Ma ecco, arrivati alla via per Bitonto, mi richiama lo sguardo il biancore subitaneo e seminascosto di un alberetto che occhieggia tra due torrette di mattoni forati. È stento, ma testardo, l’albero caro e sembra non volerla dare vinta all’immensa bottega delle ferraglie. Darà mai mandorle? E chi le mangerà, bianche e croccanti in quel loro velluto verde tenue? Non sono domande da poco per un Pugliese. Non faccio in tempo a rispondermi sconsolato e vedo definirsi il profilo nitido del mio paese con la sua folla di chiese e campanili e giardini pensili e tetti miracolosamente sospesi nel groviglio di vicoli intrecciati.

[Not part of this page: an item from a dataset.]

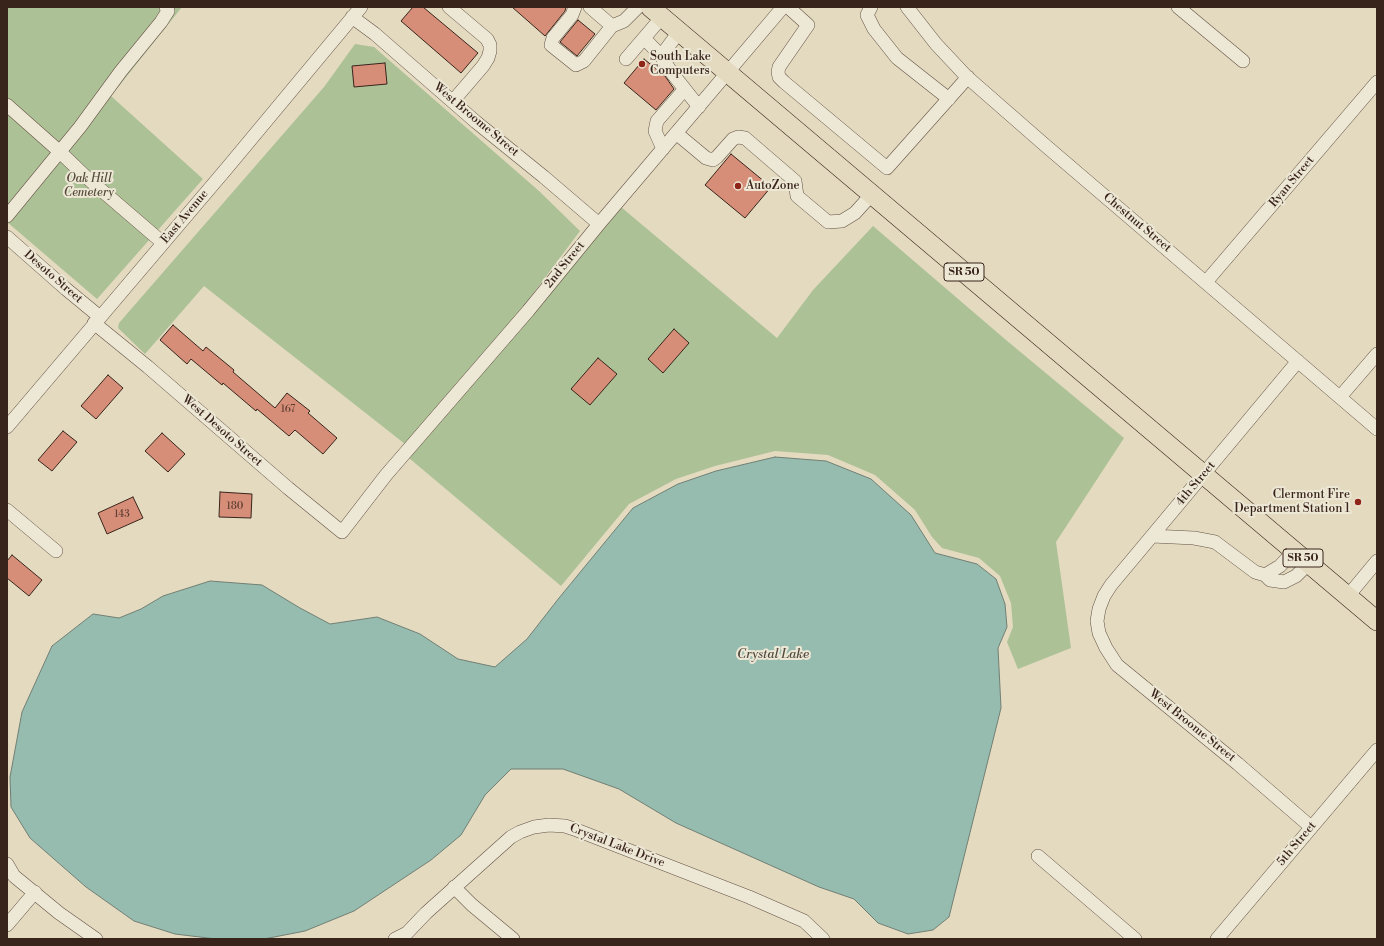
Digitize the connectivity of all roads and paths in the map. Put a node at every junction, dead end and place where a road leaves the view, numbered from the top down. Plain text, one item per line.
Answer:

Entro in città costeggiando le brutte superfetazioni della vecchia società elettrica che affliggono il disegno perfetto delle vecchie mura. Da un pezzo ho scongiurato l’Enel e suoi satrapi, di liberarcene, ma non è accaduto nulla. E, invece, qualcosa dovranno pur decidere prima che qualcuno, deluso e non rassegnato, organizzi una sommossa popolare che dia di piglio al piccone per demolire l’inutile obbrobrio. I tempi stringono e, accanitamente, si lavora perché il Teatro torni a vivere libero e aperto agli Italiani e non solo. Il cantiere sta lì vicino: già sembra di sentire cantare e recitare tra quelle travi, quel cemento, quei resti orgogliosi del vecchio palcoscenico, quei ballatoi impolverati. Sono venuto a visitarlo. L’emozione è grande e non m’accontento di nulla: chiedo, interrogo, attacco con le memorie, forse esagero, ma imploro comprensione. Mi accompagna Modesto Losito, l’ingegnere che sta combattendo col tempo la sua e nostra battaglia e la sta vincendo per far si che il 15 aprile del 2002 si «faccia porta» come si dice nel gergo degli attori. E già, perché il 15 aprile di troppi anni fa il Teatro «Umberto» aveva aperto le porte. Franceschino Amendolagine sa tutto e con meticolosità mi ricorda le date. Mi ricorda anche che dal 1966, durante una indimenticabile seduta del Consiglio Comunale, cominciò a rinascere questo gonfalone della città come il teatro è. In quell’assemblea, un ragazzino si mise a concionare, attirando con un comizio, la curiosità del pubblico. Ero io.
Da allora non ho mancato occasione per ricordare ai miei vecchi amici concittadini bitontini e baresi che il teatro non è solo un edifico utile, è una condizione di vita e di civiltà, è una irrinunciabile casa della comunità. Torno a Bari che è buio. Un freddo pungente è sceso in una sera tersa. Mi rassicura sull’eternità e immutabilità delle stagioni. Scruto nell’oscurità per cercare di rivedere quell’ostinato mandorlo in fiore. Sorrido. Si vede! Anche al buio, tra le brutte torri».
Questo accadde 24 anni fa. Il Teatro «Traetta», oggi, è vivo e ha festeggiato l’anniversario della sua restituzione a Bitonto con un ricordo della «Prima» di un’opera di Traetta: «il Cavaliere errante». Regia di Michele Mirabella.